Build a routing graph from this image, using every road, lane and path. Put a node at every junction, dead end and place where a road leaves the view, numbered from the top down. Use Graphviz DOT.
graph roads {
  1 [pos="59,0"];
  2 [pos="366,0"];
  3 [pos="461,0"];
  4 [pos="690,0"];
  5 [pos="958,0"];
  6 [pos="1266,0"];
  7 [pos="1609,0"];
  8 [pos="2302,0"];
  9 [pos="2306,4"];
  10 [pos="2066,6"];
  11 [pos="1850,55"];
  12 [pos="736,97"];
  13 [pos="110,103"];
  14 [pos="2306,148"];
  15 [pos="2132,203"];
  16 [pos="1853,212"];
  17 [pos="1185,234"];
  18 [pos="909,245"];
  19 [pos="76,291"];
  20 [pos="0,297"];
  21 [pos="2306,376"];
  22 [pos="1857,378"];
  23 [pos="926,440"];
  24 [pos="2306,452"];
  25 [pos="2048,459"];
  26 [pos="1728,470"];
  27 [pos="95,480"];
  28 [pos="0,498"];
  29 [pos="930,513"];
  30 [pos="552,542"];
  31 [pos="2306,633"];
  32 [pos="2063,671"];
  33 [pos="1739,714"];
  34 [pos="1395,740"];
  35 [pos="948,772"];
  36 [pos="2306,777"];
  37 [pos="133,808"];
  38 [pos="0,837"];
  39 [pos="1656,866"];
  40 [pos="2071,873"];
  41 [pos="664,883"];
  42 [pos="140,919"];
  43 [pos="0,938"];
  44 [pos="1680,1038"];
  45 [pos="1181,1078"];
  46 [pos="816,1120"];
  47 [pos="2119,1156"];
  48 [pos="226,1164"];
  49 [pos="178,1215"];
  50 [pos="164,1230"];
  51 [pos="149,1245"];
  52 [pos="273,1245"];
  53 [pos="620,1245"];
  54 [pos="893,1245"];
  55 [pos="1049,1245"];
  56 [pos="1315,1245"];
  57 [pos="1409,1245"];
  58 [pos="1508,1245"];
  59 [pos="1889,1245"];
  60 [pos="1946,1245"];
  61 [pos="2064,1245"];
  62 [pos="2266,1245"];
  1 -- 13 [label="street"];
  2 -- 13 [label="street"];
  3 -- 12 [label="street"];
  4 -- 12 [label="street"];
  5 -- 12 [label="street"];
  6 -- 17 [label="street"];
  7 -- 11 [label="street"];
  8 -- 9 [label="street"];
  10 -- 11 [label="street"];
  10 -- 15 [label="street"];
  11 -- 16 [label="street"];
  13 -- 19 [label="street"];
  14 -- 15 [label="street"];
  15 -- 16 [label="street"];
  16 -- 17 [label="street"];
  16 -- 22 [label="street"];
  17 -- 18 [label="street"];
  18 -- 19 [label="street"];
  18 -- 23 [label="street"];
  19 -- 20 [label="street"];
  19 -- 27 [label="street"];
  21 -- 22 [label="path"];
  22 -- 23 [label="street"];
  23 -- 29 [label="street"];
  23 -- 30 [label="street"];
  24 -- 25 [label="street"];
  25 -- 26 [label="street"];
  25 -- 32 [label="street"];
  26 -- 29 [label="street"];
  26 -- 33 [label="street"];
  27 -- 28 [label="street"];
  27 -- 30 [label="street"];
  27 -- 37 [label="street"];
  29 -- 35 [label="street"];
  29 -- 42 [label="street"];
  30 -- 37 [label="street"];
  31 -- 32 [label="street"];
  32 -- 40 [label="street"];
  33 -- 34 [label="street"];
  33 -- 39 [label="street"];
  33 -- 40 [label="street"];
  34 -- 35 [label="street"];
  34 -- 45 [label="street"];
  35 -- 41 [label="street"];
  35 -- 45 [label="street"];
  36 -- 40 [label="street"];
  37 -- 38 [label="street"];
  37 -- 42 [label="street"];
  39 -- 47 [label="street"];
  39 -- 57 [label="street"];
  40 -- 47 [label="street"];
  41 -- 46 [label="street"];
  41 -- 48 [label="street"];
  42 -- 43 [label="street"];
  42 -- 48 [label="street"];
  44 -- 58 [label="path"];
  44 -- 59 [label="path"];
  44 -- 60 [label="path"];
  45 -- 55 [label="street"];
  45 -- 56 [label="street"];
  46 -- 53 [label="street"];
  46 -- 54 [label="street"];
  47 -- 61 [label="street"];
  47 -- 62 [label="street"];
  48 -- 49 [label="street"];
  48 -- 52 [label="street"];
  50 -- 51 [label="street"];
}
**********
** What is required **
Transcribe the records. Keep every word exactly as it stands.

** Result of the task **
Build a routing graph from this image, using every road, lane and path. Put a node at every junction, dead end and place where a road leaves the view, numbered from the top down. Use Graphviz DOT.
graph roads {
  1 [pos="59,0"];
  2 [pos="366,0"];
  3 [pos="461,0"];
  4 [pos="690,0"];
  5 [pos="958,0"];
  6 [pos="1266,0"];
  7 [pos="1609,0"];
  8 [pos="2302,0"];
  9 [pos="2306,4"];
  10 [pos="2066,6"];
  11 [pos="1850,55"];
  12 [pos="736,97"];
  13 [pos="110,103"];
  14 [pos="2306,148"];
  15 [pos="2132,203"];
  16 [pos="1853,212"];
  17 [pos="1185,234"];
  18 [pos="909,245"];
  19 [pos="76,291"];
  20 [pos="0,297"];
  21 [pos="2306,376"];
  22 [pos="1857,378"];
  23 [pos="926,440"];
  24 [pos="2306,452"];
  25 [pos="2048,459"];
  26 [pos="1728,470"];
  27 [pos="95,480"];
  28 [pos="0,498"];
  29 [pos="930,513"];
  30 [pos="552,542"];
  31 [pos="2306,633"];
  32 [pos="2063,671"];
  33 [pos="1739,714"];
  34 [pos="1395,740"];
  35 [pos="948,772"];
  36 [pos="2306,777"];
  37 [pos="133,808"];
  38 [pos="0,837"];
  39 [pos="1656,866"];
  40 [pos="2071,873"];
  41 [pos="664,883"];
  42 [pos="140,919"];
  43 [pos="0,938"];
  44 [pos="1680,1038"];
  45 [pos="1181,1078"];
  46 [pos="816,1120"];
  47 [pos="2119,1156"];
  48 [pos="226,1164"];
  49 [pos="178,1215"];
  50 [pos="164,1230"];
  51 [pos="149,1245"];
  52 [pos="273,1245"];
  53 [pos="620,1245"];
  54 [pos="893,1245"];
  55 [pos="1049,1245"];
  56 [pos="1315,1245"];
  57 [pos="1409,1245"];
  58 [pos="1508,1245"];
  59 [pos="1889,1245"];
  60 [pos="1946,1245"];
  61 [pos="2064,1245"];
  62 [pos="2266,1245"];
  1 -- 13 [label="street"];
  2 -- 13 [label="street"];
  3 -- 12 [label="street"];
  4 -- 12 [label="street"];
  5 -- 12 [label="street"];
  6 -- 17 [label="street"];
  7 -- 11 [label="street"];
  8 -- 9 [label="street"];
  10 -- 11 [label="street"];
  10 -- 15 [label="street"];
  11 -- 16 [label="street"];
  13 -- 19 [label="street"];
  14 -- 15 [label="street"];
  15 -- 16 [label="street"];
  16 -- 17 [label="street"];
  16 -- 22 [label="street"];
  17 -- 18 [label="street"];
  18 -- 19 [label="street"];
  18 -- 23 [label="street"];
  19 -- 20 [label="street"];
  19 -- 27 [label="street"];
  21 -- 22 [label="path"];
  22 -- 23 [label="street"];
  23 -- 29 [label="street"];
  23 -- 30 [label="street"];
  24 -- 25 [label="street"];
  25 -- 26 [label="street"];
  25 -- 32 [label="street"];
  26 -- 29 [label="street"];
  26 -- 33 [label="street"];
  27 -- 28 [label="street"];
  27 -- 30 [label="street"];
  27 -- 37 [label="street"];
  29 -- 35 [label="street"];
  29 -- 42 [label="street"];
  30 -- 37 [label="street"];
  31 -- 32 [label="street"];
  32 -- 40 [label="street"];
  33 -- 34 [label="street"];
  33 -- 39 [label="street"];
  33 -- 40 [label="street"];
  34 -- 35 [label="street"];
  34 -- 45 [label="street"];
  35 -- 41 [label="street"];
  35 -- 45 [label="street"];
  36 -- 40 [label="street"];
  37 -- 38 [label="street"];
  37 -- 42 [label="street"];
  39 -- 47 [label="street"];
  39 -- 57 [label="street"];
  40 -- 47 [label="street"];
  41 -- 46 [label="street"];
  41 -- 48 [label="street"];
  42 -- 43 [label="street"];
  42 -- 48 [label="street"];
  44 -- 58 [label="path"];
  44 -- 59 [label="path"];
  44 -- 60 [label="path"];
  45 -- 55 [label="street"];
  45 -- 56 [label="street"];
  46 -- 53 [label="street"];
  46 -- 54 [label="street"];
  47 -- 61 [label="street"];
  47 -- 62 [label="street"];
  48 -- 49 [label="street"];
  48 -- 52 [label="street"];
  50 -- 51 [label="street"];
}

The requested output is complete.